You need to adjust the control points. First control point defines the plane center, second control point defines X axis direction and size, and third control point defines Y axis direction and size.
Thank you Andras,
I tried to change the control point as they are changed.
However, I found changing other control points every time a control point was moved is very slow.
The codes are below and this is just sample codes.
Your code was slow because it recursively called itself (setting control point position triggers control point changed event). You can break this recursion by adding a flag (slicer.updatingControlPoint):
There are many options.
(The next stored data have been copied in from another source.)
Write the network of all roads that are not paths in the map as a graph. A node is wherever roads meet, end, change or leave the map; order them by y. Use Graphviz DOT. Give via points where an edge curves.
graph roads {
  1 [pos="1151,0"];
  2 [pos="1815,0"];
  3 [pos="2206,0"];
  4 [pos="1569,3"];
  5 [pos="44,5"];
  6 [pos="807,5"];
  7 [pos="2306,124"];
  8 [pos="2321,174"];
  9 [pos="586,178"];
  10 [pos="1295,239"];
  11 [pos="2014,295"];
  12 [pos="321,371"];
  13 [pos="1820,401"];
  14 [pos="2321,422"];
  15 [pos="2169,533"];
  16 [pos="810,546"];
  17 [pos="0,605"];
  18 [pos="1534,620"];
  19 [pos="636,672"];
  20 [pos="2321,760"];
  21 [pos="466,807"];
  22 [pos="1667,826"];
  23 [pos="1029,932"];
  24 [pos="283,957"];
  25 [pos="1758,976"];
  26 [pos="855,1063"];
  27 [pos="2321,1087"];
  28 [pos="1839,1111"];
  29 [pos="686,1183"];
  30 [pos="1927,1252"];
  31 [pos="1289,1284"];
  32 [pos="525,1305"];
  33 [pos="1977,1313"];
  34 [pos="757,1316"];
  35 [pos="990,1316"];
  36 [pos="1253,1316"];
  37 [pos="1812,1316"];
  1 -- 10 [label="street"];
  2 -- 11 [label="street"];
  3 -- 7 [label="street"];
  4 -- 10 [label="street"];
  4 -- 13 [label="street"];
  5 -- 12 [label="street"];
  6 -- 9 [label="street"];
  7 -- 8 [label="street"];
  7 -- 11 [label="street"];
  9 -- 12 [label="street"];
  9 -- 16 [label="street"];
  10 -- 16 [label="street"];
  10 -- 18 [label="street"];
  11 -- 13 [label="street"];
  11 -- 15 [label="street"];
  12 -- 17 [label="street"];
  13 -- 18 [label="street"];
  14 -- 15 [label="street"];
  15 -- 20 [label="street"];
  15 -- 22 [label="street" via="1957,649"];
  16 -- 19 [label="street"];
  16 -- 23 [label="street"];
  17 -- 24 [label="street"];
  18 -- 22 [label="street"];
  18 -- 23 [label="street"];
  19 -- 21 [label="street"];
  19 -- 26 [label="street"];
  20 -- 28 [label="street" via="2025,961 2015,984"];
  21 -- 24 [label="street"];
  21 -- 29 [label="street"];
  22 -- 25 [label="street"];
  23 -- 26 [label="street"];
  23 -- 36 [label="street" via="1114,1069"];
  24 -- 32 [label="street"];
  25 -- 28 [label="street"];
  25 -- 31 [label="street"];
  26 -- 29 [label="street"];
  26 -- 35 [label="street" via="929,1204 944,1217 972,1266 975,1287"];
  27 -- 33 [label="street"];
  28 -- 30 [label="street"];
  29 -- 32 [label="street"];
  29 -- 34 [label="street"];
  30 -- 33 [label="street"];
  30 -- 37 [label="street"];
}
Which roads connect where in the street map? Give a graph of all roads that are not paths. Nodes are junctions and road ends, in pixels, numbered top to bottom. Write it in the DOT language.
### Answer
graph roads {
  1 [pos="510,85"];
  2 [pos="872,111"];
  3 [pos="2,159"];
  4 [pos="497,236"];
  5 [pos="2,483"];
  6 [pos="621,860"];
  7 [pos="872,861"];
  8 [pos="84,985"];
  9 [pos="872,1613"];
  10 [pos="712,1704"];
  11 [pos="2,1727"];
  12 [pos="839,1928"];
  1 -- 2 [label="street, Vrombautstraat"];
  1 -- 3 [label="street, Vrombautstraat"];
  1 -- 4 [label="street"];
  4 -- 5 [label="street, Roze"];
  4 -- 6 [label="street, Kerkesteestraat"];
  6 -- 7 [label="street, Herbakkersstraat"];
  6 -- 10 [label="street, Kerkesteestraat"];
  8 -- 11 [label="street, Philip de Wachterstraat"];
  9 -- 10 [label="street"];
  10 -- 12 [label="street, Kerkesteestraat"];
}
For example you can store the previous planeToWorldMatrix, update it with the new center point position, and get the two new point positions by transforming (sideLength,0,0,1) and (0,sideLength,0,1) points by this updated planeToWorldMatrix.
In your original codes, when I move the center point in the rectangle, the other two points will be located in the same as the center point, which made the rectangle converge into one point.
In my codes above, when I move the center point in the rectangle, the size and the orient of the rectangle will be changed.
Could you elaborate on this?
My understanding is that what you mentioned is what my codes are doing.